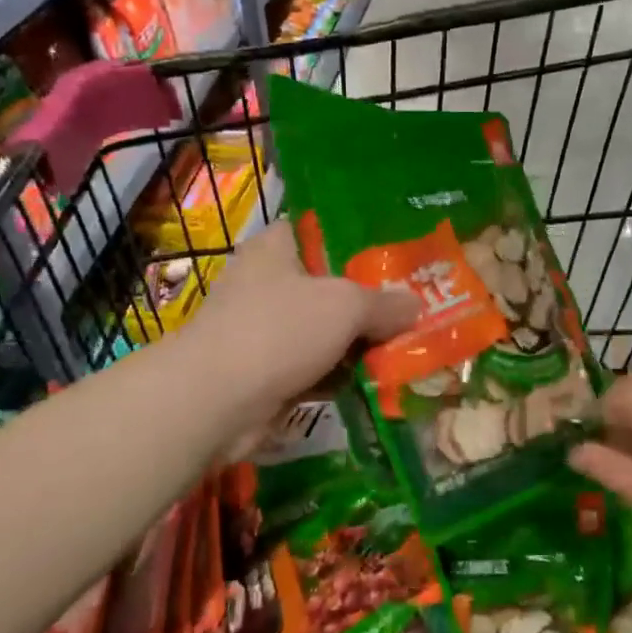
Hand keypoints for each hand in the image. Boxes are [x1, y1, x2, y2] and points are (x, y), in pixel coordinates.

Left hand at [179, 219, 418, 430]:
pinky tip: (379, 381)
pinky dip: (340, 376)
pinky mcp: (266, 373)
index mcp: (275, 248)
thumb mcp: (345, 305)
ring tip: (407, 346)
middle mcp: (266, 284)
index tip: (396, 254)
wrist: (216, 401)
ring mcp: (264, 331)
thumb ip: (385, 303)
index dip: (357, 239)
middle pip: (329, 285)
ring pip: (324, 331)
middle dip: (369, 301)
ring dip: (358, 344)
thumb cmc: (278, 330)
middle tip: (413, 307)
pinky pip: (315, 367)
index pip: (318, 230)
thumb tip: (416, 306)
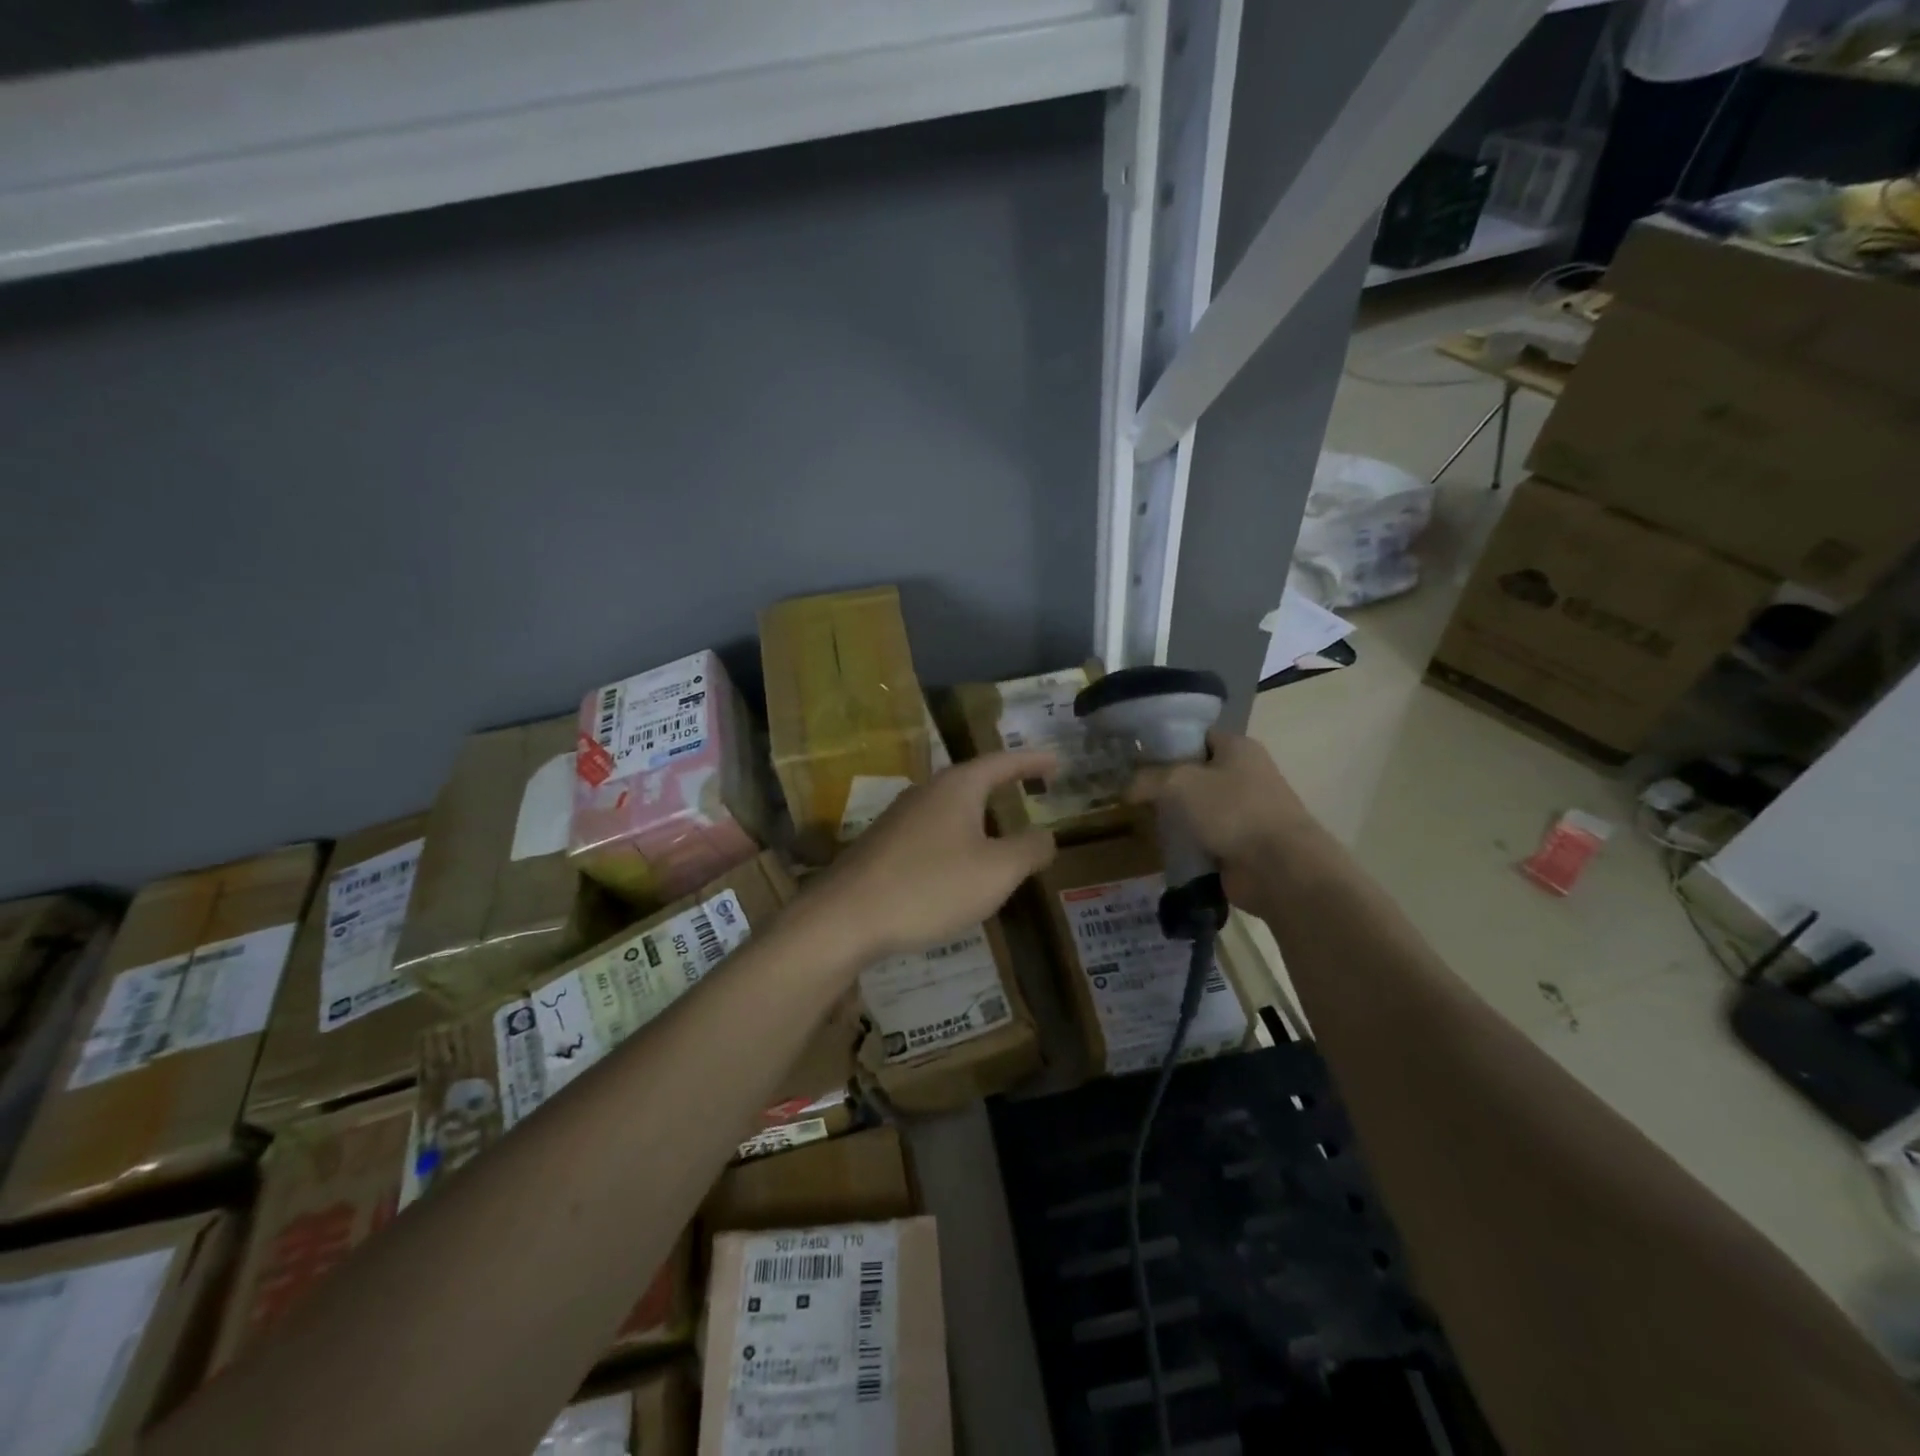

....

*Task statement:* Gather each line in these records that contains the string "hand".

*Output for this exercise:*
Hand keypoints for each hand in the image. Boxes are [x1, y1, x2, y2] and points are (x, y), in pixel coordinates.
Left hand at [179, 219, 418, 430]:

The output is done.